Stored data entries
━━━

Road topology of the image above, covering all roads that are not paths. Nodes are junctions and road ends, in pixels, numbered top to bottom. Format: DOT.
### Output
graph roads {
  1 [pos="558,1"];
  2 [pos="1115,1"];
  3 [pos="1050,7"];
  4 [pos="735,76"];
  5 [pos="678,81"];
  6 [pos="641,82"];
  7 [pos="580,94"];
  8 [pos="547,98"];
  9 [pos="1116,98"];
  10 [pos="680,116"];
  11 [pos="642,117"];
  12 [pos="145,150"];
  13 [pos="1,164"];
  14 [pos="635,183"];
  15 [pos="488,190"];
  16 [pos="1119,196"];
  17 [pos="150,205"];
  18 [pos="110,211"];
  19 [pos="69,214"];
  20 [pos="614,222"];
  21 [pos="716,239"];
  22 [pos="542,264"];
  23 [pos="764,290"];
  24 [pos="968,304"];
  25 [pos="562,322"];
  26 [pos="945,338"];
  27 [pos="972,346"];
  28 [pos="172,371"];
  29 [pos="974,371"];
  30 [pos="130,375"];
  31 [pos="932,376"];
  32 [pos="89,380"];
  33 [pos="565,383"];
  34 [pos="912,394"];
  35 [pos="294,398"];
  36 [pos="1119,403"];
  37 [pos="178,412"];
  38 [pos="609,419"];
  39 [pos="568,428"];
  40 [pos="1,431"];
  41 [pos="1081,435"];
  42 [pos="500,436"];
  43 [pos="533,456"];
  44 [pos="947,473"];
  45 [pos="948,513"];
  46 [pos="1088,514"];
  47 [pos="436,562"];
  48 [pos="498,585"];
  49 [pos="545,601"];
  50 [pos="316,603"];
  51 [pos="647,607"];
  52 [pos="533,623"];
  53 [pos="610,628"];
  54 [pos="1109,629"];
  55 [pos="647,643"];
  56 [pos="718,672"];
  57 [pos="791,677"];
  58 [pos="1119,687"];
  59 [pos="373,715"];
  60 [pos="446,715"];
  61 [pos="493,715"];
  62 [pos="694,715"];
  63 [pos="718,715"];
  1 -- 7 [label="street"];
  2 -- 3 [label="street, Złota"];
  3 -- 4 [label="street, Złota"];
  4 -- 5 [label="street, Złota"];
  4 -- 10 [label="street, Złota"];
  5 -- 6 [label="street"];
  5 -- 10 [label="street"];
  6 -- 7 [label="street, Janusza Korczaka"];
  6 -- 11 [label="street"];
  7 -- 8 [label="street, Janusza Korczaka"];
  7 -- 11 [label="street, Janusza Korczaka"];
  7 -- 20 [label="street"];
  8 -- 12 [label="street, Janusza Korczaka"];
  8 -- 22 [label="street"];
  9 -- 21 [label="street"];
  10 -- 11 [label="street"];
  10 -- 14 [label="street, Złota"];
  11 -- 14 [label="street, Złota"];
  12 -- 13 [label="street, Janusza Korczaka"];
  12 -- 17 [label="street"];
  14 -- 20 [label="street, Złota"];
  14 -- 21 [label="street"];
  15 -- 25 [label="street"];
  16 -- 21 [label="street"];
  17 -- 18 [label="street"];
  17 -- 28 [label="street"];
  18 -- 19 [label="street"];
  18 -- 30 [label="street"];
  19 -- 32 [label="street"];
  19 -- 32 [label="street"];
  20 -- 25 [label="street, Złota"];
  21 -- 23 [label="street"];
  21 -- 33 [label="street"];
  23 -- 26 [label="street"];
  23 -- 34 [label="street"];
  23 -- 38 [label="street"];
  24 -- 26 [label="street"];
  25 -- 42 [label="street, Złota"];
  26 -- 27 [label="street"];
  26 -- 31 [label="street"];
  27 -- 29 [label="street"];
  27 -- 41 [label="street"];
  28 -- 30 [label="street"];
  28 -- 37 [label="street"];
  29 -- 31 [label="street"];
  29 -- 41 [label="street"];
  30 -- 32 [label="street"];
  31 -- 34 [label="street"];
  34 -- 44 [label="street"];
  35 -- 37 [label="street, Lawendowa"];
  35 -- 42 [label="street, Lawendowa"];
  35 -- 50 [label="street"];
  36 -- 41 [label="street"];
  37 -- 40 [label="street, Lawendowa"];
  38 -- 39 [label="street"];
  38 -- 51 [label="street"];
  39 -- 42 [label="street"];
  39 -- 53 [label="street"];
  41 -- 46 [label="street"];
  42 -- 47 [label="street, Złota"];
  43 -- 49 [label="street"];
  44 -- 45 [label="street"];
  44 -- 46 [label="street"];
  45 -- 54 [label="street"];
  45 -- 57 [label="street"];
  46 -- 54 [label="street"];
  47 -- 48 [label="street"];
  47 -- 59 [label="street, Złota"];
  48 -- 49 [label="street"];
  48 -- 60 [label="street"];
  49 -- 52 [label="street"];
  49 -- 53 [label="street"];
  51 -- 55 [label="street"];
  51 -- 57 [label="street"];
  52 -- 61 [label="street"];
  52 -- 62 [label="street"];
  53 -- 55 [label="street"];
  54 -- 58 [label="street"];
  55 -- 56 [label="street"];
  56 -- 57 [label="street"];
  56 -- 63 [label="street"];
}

━━━

**Task details**: Copy here each line of the preceding records with "Janusza" in it.

**Answer**:
  6 -- 7 [label="street, Janusza Korczaka"];
  7 -- 8 [label="street, Janusza Korczaka"];
  7 -- 11 [label="street, Janusza Korczaka"];
  8 -- 12 [label="street, Janusza Korczaka"];
  12 -- 13 [label="street, Janusza Korczaka"];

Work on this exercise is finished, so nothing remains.